Wenceslao: China is not all ‘good’

PRESIDENT Rodrigo Duterte, since pivoting towards China, has heaped praises on our giant neighbor, making its leaders appear less prone to advancing their country's interest than officials of the United States. That went as far as him issuing erroneous assertions during his recent trip to Beijing. “(China) has never invaded a piece of my country all these generations,” he said. That was a jab at the US, which colonized the country in 1899.

That merited a correction from Supreme Court (SC) Senior Associate Justice Antonio Carpio, who was among the legal minds who won for the Philippines in the Permanent Court of Arbitration in The Hague its claim over a portion of the South China Sea. He noted the two instances China invaded our territory, with the first one in 1995 when it seized Mischief Reef in the Spratlys and the second one in 2012 when it invaded Scarborough Shoal.

Duterte, though, is not the only one with erroneous perception about China. Many of his critics, for example, still view China as a communist country in the traditional sense. When the President announced the cutting of ties with the US, Trillanes accused him of thinking like a communist. “If he thinks like a communist, talks like a communist, frees the communist and appoints the communists, then he must be a communist,” Trillanes said.
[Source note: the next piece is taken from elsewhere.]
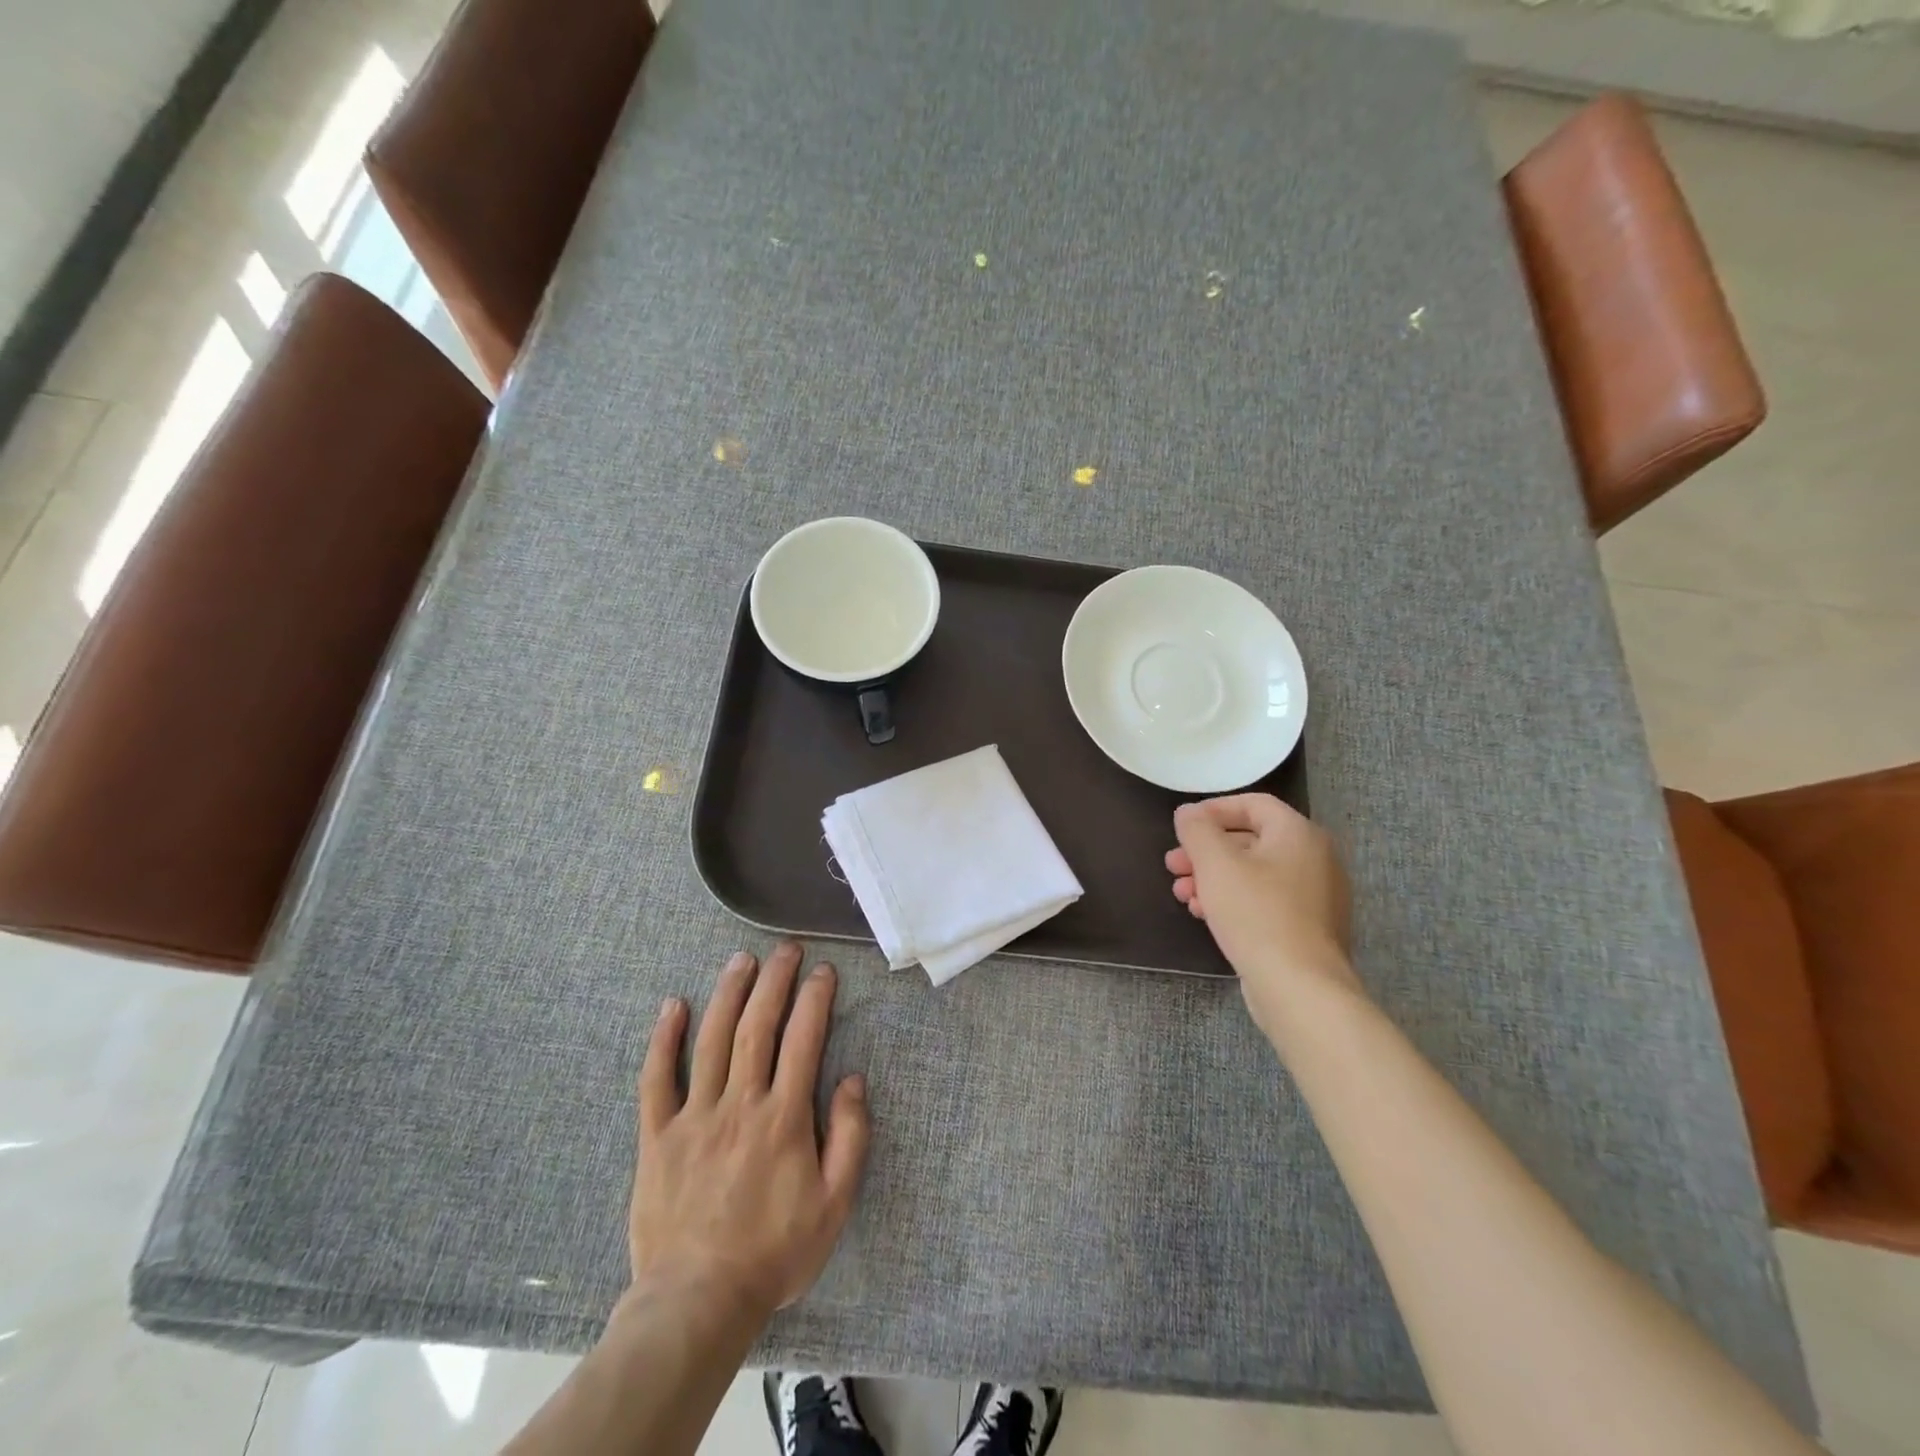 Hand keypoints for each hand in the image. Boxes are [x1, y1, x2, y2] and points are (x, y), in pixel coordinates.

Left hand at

Of course, Duterte is not a communist and I doubt if he ever embraced Marxism, the basis of communism. Neither is China a communist country now even if it is ruled by the Chinese Communist Party (CCP). As the Communist Party of the Philippines (CPP) stated through its publication Ang Bayan, China is a capitalist country on the way to becoming imperialist like the US.

But here's a caveat. China's leaders are all members of the CCP, which means that while their practices are capitalist, their viewpoints and methods are still influenced somewhat by the official ideology of Marxism, Leninism and Maoism. Knowing this is important to understand how China's leaders treat China-Philippines relations. Are they better than, say, a Barack Obama, Hillary Clinton or Donald Trump?
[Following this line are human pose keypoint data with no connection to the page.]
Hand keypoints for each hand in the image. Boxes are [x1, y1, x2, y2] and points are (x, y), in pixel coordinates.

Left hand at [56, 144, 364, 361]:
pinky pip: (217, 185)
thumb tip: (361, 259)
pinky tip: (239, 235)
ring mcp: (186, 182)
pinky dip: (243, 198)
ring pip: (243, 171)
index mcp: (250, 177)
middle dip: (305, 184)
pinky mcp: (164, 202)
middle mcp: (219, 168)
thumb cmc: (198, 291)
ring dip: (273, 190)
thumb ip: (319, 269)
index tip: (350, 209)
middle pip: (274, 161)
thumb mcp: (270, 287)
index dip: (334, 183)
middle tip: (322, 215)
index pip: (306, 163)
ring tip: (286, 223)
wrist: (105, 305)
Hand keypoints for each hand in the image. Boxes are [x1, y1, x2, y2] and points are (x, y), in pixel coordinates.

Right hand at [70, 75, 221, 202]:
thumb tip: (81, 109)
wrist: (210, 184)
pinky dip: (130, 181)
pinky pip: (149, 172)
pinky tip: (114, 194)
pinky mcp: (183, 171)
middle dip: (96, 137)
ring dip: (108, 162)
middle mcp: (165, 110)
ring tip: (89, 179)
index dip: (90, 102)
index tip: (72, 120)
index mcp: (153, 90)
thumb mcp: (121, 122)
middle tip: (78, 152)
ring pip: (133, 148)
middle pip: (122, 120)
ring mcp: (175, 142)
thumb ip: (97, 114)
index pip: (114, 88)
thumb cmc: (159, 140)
I don't profess to know the practice of Marxism by a party like the CCP that has long been in power after winning the revolution. But I think that the same party discipline and practices that are guiding the CPP are also guiding the CCP. If so, then the President is wrong in saying that China is all “good.” The CCP is good in advancing Chinese interest and that is bad for Philippine interest.

One hallmark of a communist party is its adherence to collective decision-making. In some parties, where factionalism is existent, adherence to it may be mere lip service but generally there is an effort to get a consensus in every major decision. What I am saying is that the decision to offer loans and investments to the Philippines and the mellowed stance on the territorial dispute with the Philippines was not of President Xi Jinping's making but a collective one.
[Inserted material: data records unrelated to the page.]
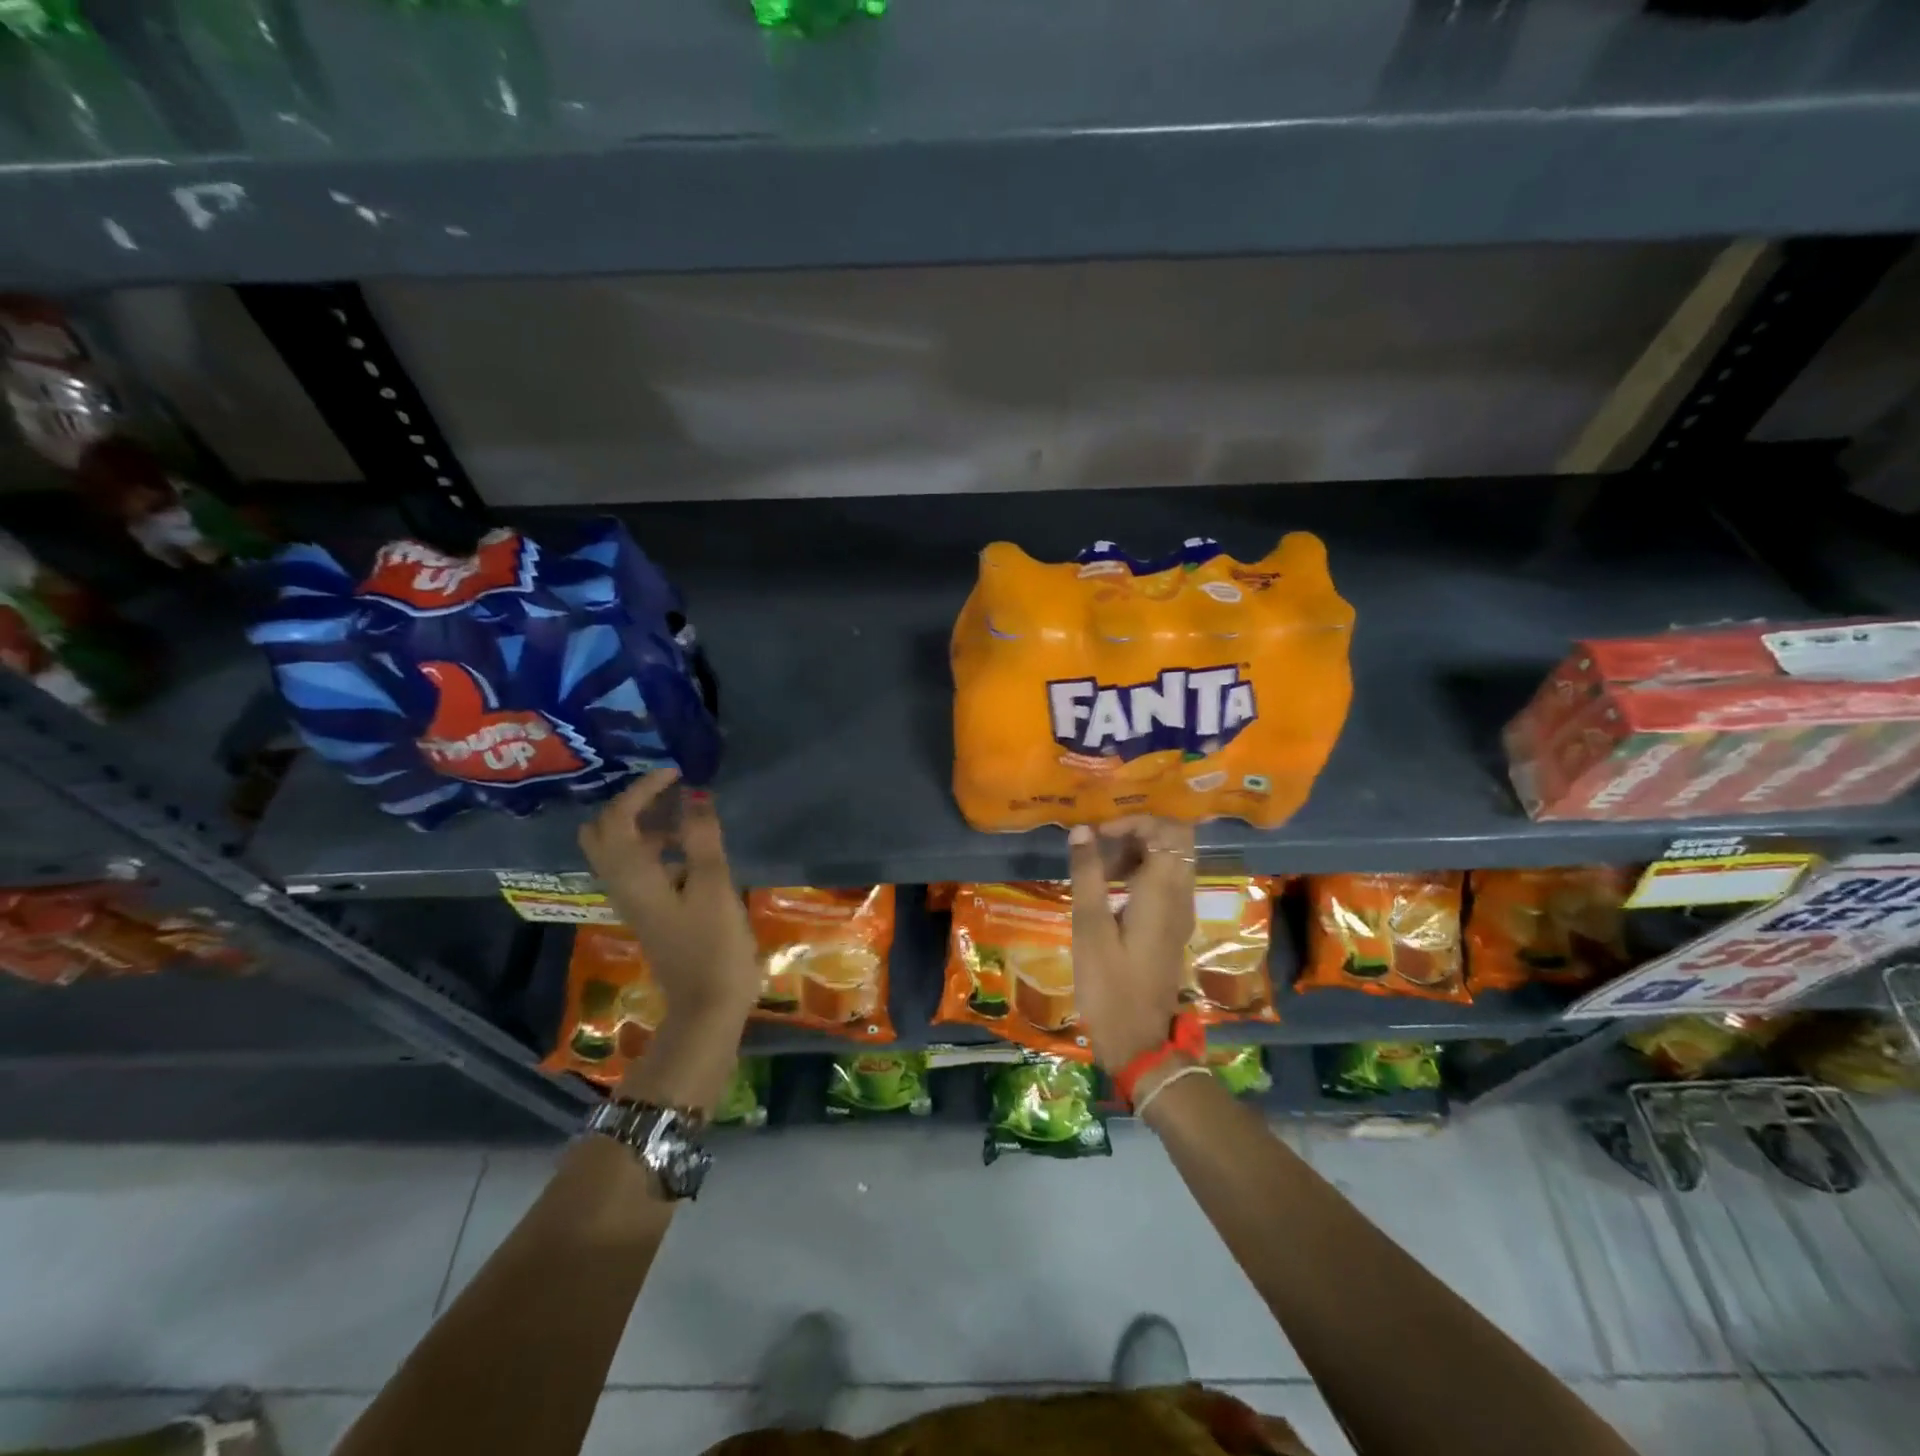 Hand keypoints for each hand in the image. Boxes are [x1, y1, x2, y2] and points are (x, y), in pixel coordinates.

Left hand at [577, 769, 759, 1107]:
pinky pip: (639, 866)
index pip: (618, 818)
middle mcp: (622, 885)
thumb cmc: (714, 946)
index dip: (642, 789)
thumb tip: (694, 794)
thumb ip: (702, 839)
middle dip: (630, 804)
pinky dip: (656, 846)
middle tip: (668, 792)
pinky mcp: (649, 912)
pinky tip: (692, 850)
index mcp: (633, 876)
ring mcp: (634, 901)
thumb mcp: (715, 887)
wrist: (708, 1006)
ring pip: (620, 850)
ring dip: (645, 824)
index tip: (676, 773)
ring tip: (688, 815)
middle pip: (603, 833)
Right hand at [1067, 816, 1196, 1073]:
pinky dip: (1141, 872)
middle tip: (1100, 847)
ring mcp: (1181, 912)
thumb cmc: (1109, 985)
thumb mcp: (1089, 927)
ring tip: (1098, 870)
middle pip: (1176, 839)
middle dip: (1137, 832)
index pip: (1167, 829)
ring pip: (1171, 859)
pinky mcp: (1173, 926)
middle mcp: (1181, 895)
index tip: (1097, 835)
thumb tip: (1081, 830)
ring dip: (1137, 852)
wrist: (1139, 1042)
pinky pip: (1166, 881)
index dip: (1132, 821)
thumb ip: (1087, 874)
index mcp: (1163, 891)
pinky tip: (1109, 890)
This is very much unlike in the Philippines where, especially in the case of Duterte, almost all of the decisions—well-studied or knee-jerk—are made by the president alone. Which is why we should be wary of the kind of relation we have with China as of the moment because while every move of its leaders, aimed to promote the country's interests, is well studied, ours have so far followed the twists and turns of the President's mind, making our moves inferior.

While we are agog about China's promise to provide billions of dollars in loans and investments, we should be warned that only a minuscule part of that is out of goodwill. Profiting from a big chunk of those loans and investments would be the Chinese state and firms themselves. Plus this: because of those investments and loans, they have recovered from the setback of the Permanent Court of Arbitration ruling on our claim to portions of the South China Sea.

That’s how well-studied China’s current moves are, and because our own moves have seemingly been made out of the President’s pique, we may be falling into a well-laid trap.